Tonight, unseasonably cool for early October, her
imagination dressed him in a crew-neck cashmere sweater.
He'd wear it loose, rather than tucking it into his jeans.
The hem would bunch loosely around his hips, inviting her
hands to explore the tempting skin beneath. He'd have on
expensive black leather boots and his hair, cut short only
on the sides and the back, left overly, rebelliously long
on top, would fall over his forehead, to his darkly
slashed brows and starburst lashes, skimming eyes an
incongruously light shade of green.
Why she was playing fantasy dress-up, she had no idea.
Except, perhaps, for the possibility that she'd never been
easily intimidated. And that single personality quirk
inspired her to figure out why the idea of actually
sharing the building's tiny, slow-moving elevator with the
man set her temperature on the same upward climb.

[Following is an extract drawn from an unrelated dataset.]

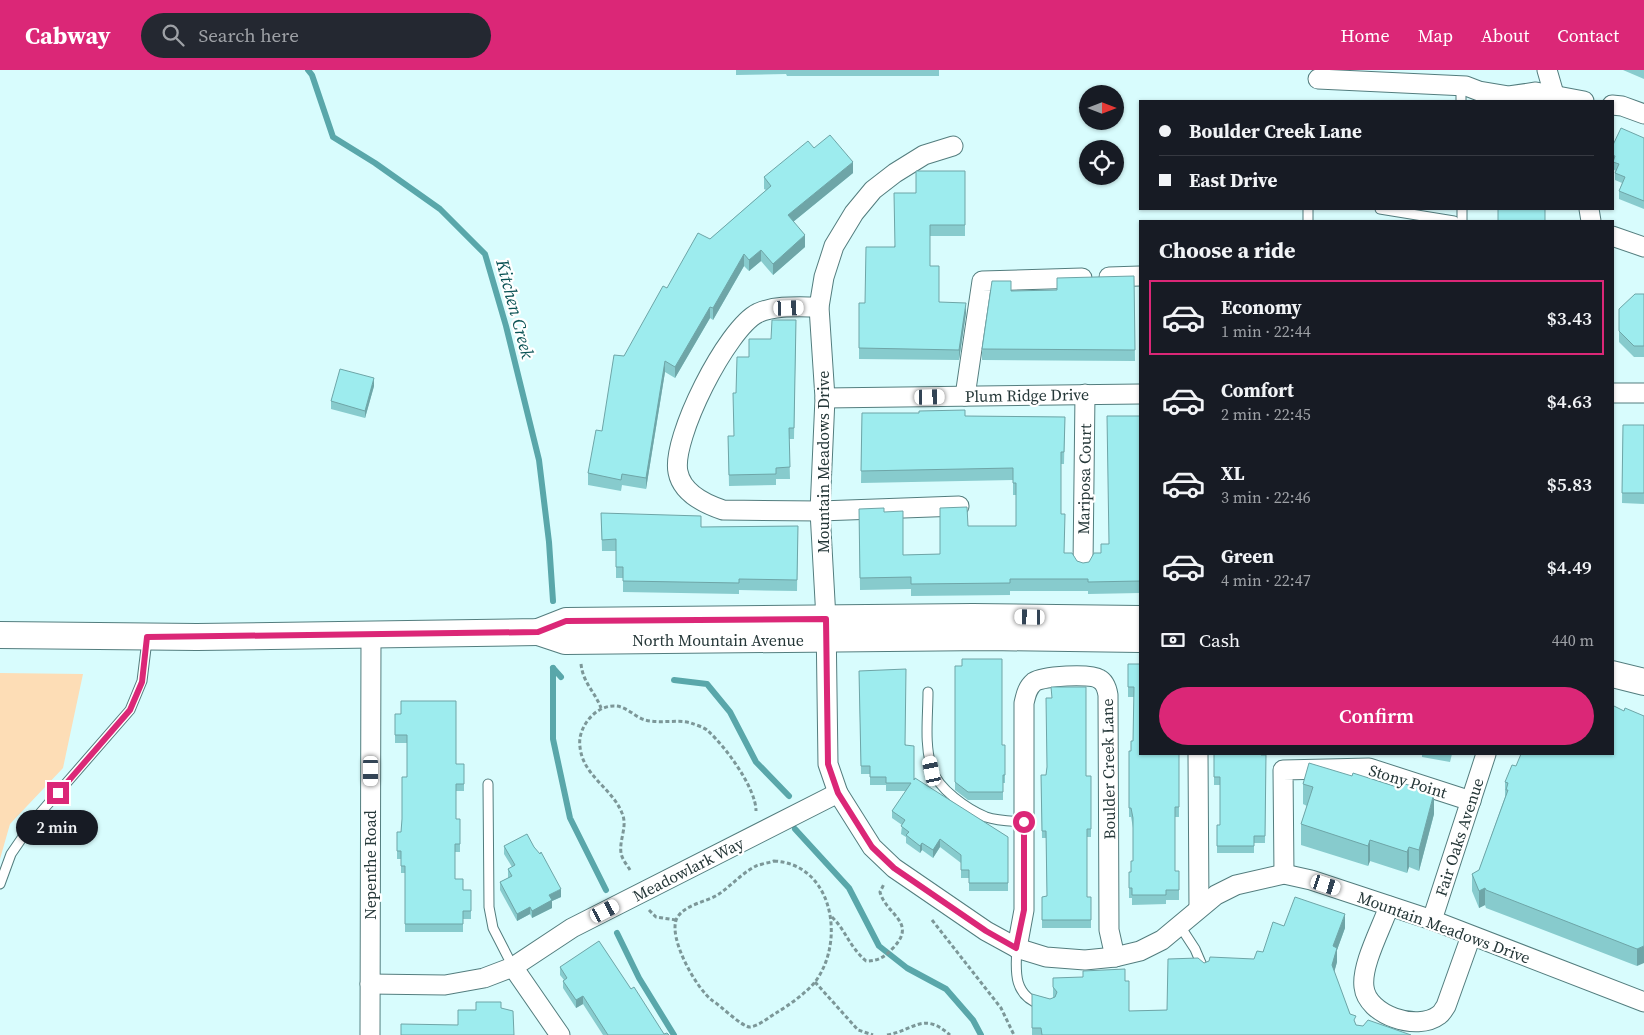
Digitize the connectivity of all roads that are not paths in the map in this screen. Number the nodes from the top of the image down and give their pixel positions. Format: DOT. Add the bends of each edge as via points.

Or why she checked his parking space each time she pulled
into hers, the skin on the back of her neck prickling hot
at the thought of being caught alone with him in the
ominously gloomy garage. Or why the click of his key in
his mailbox, echoing in the small basement, resounded
through her body like a shot to the heart.
Okay. Now she was exaggerating. He had to have at least
one or two redeeming qualities or he'd wouldn't be living
where he lived. She knew exactly the type of invasive
background checks mortgage companies and tenant
associations put a body through…unless that body had paid
cash, another possibility that had occurred to her as the
man hadn't kept any sort of regular hours since she'd
known him.
Except she didn't know him. And so she shouldn't be
noticing his comings and goings.
She was noticing both and far more. Things that a sane and
practical woman would have the sense to ignore. Or at
least to pass off as surface attraction. Shoulders
accentuated beneath dark fabric. Legs confident in their
long, rangy stride. Hands large enough and strong enough
to palm a basketball. Or a woman's throat.
Erin shuddered. She had to be at least six degrees of sick
to find his formidable aura intriguing. Her sex drive
might be steering her thought processes but she'd be
damned before her brain forgot how to apply the brakes.
Brooding good looks did not serious boink material make.